What is being asked → The expected result is the full listing, retyped exactly, without a single picture.

[[ Data, beginning ]]

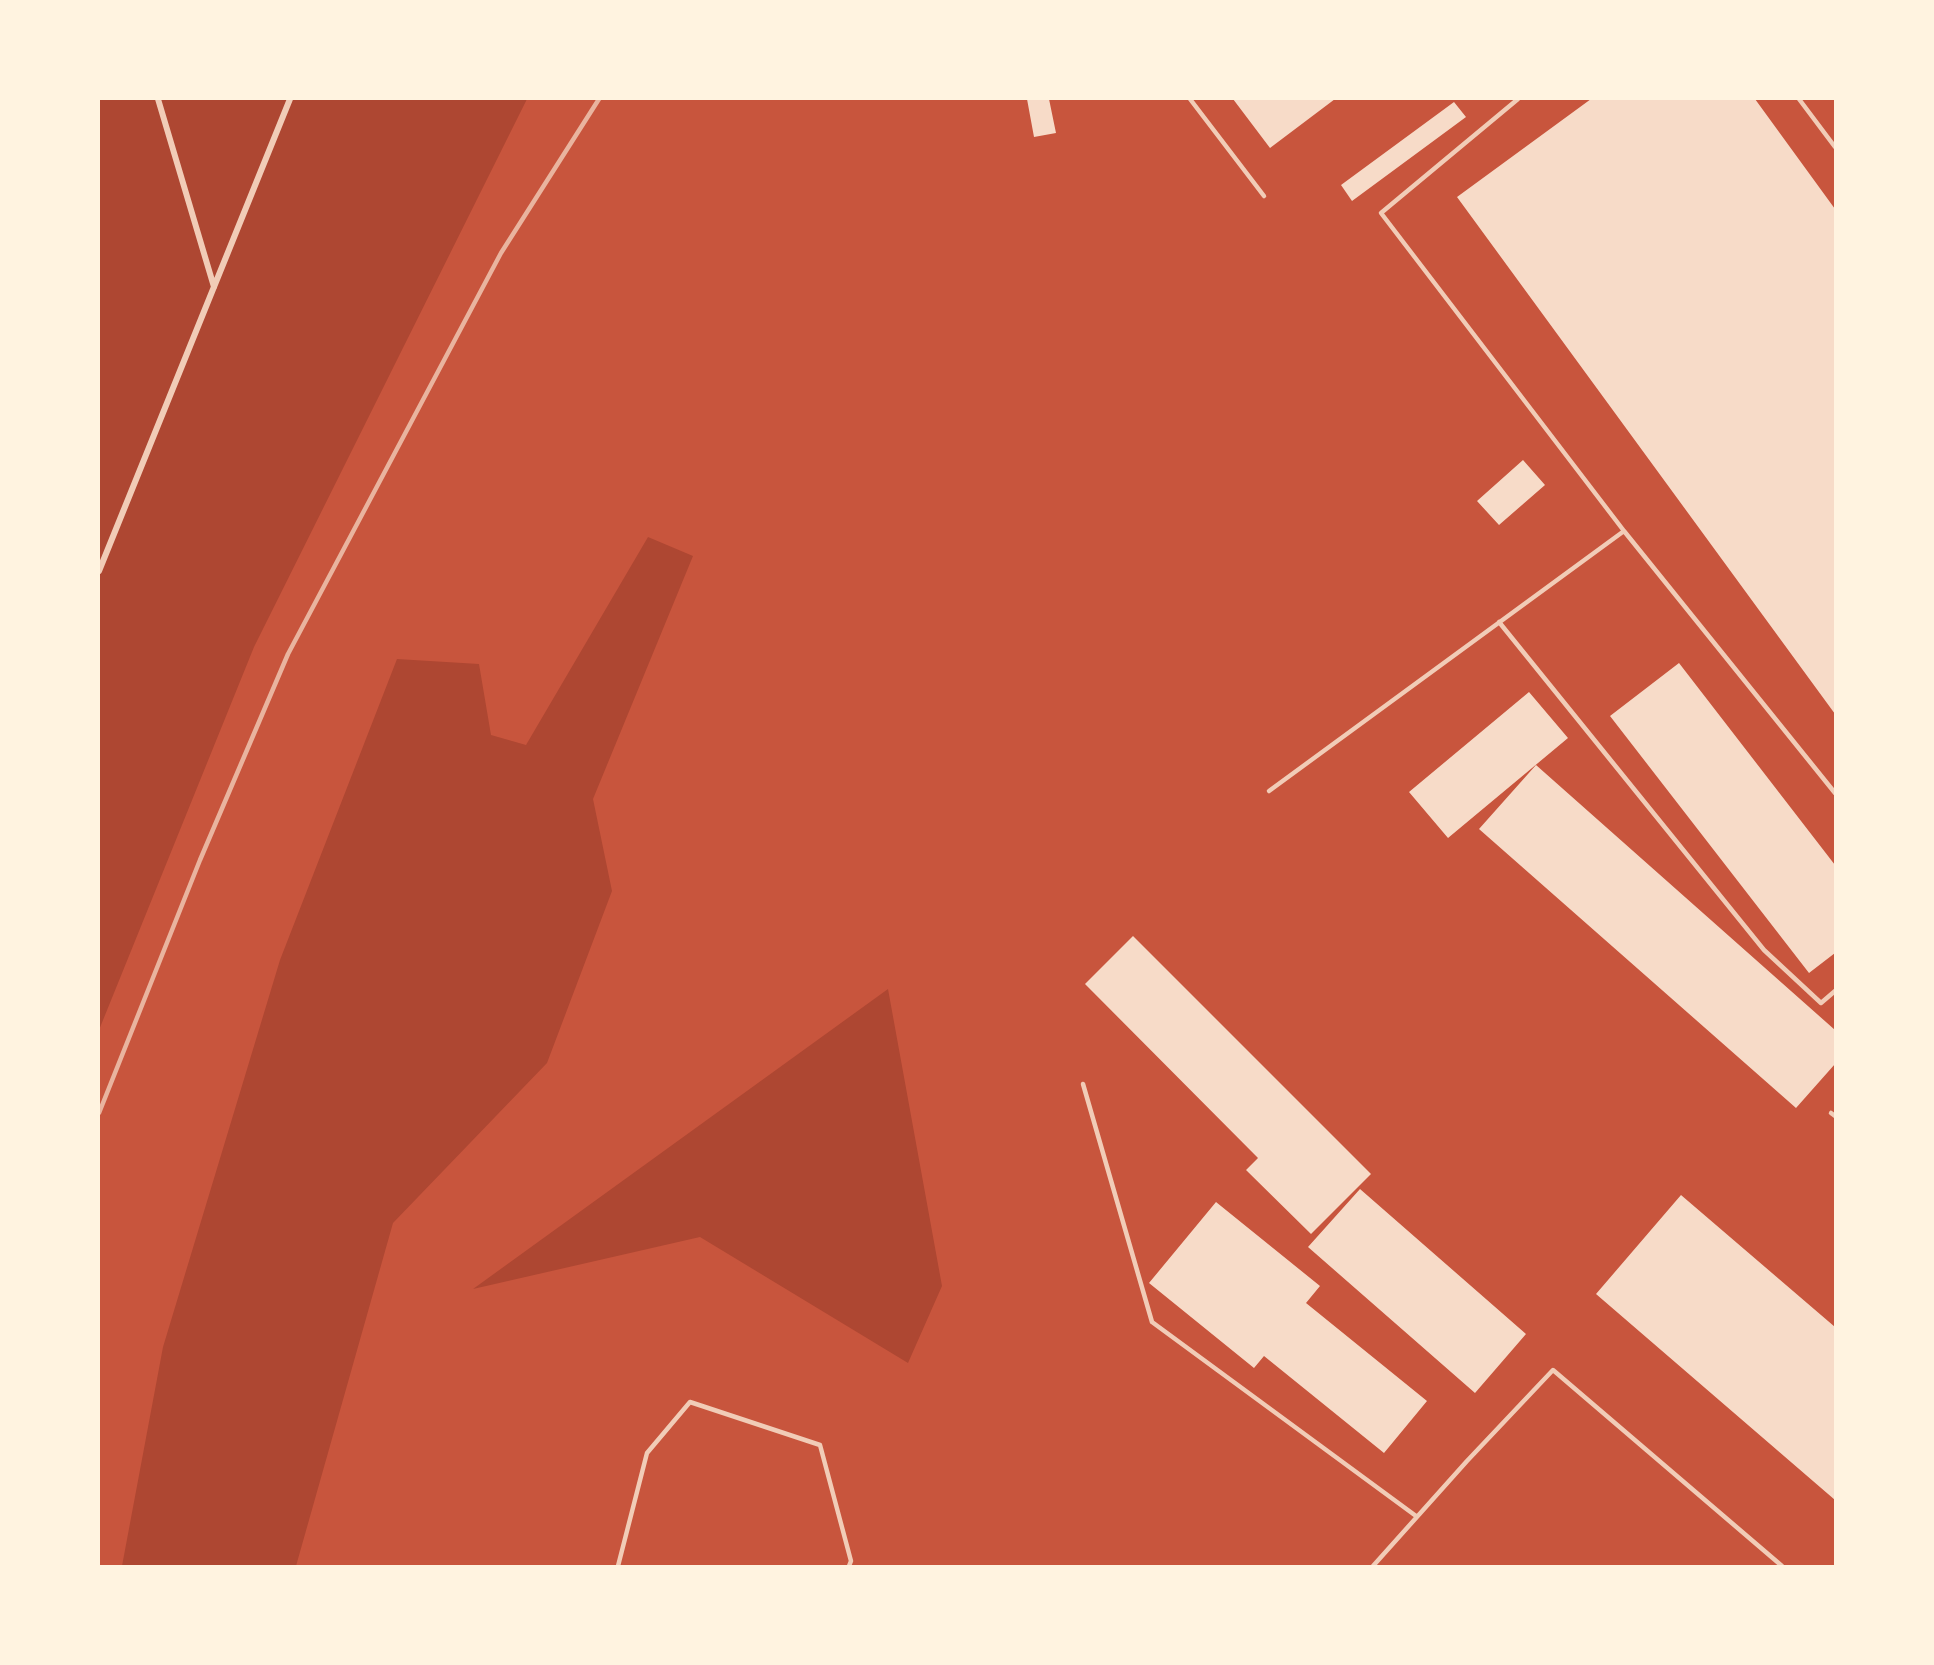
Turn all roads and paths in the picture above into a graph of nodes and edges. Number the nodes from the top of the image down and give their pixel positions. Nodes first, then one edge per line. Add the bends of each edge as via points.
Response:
1 (158, 99) edge
2 (290, 99) edge
3 (1190, 99) edge
4 (1518, 99) edge
5 (1799, 99) edge
6 (1835, 147) edge
7 (1264, 196) dead end
8 (214, 288) junction
9 (1624, 531) junction
10 (99, 571) edge
11 (1499, 622) junction
12 (1269, 791) dead end
13 (1835, 793) edge
14 (1835, 991) edge
15 (1083, 1084) dead end
16 (1416, 1516) junction
17 (618, 1566) edge
18 (849, 1566) edge
19 (1373, 1566) edge
20 (1782, 1566) edge

1 - 8 street
2 - 8 street
3 - 7 lane
4 - 9 lane via 1381,213
5 - 6 lane
8 - 10 street
9 - 11 lane
9 - 13 lane
11 - 12 lane
11 - 14 lane via 1764,950 1821,1003
15 - 16 lane via 1152,1323
16 - 19 lane
16 - 20 lane via 1553,1371
17 - 18 lane via 647,1453 690,1402 820,1445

[[ Data, end ]]

Answer area →
Turn all roads and paths in the picture above into a graph of nodes and edges. Number the nodes from the top of the image down and give their pixel positions. Nodes first, then one edge per line. Add the bends of each edge as via points.
Response:
1 (158, 99) edge
2 (290, 99) edge
3 (1190, 99) edge
4 (1518, 99) edge
5 (1799, 99) edge
6 (1835, 147) edge
7 (1264, 196) dead end
8 (214, 288) junction
9 (1624, 531) junction
10 (99, 571) edge
11 (1499, 622) junction
12 (1269, 791) dead end
13 (1835, 793) edge
14 (1835, 991) edge
15 (1083, 1084) dead end
16 (1416, 1516) junction
17 (618, 1566) edge
18 (849, 1566) edge
19 (1373, 1566) edge
20 (1782, 1566) edge

1 - 8 street
2 - 8 street
3 - 7 lane
4 - 9 lane via 1381,213
5 - 6 lane
8 - 10 street
9 - 11 lane
9 - 13 lane
11 - 12 lane
11 - 14 lane via 1764,950 1821,1003
15 - 16 lane via 1152,1323
16 - 19 lane
16 - 20 lane via 1553,1371
17 - 18 lane via 647,1453 690,1402 820,1445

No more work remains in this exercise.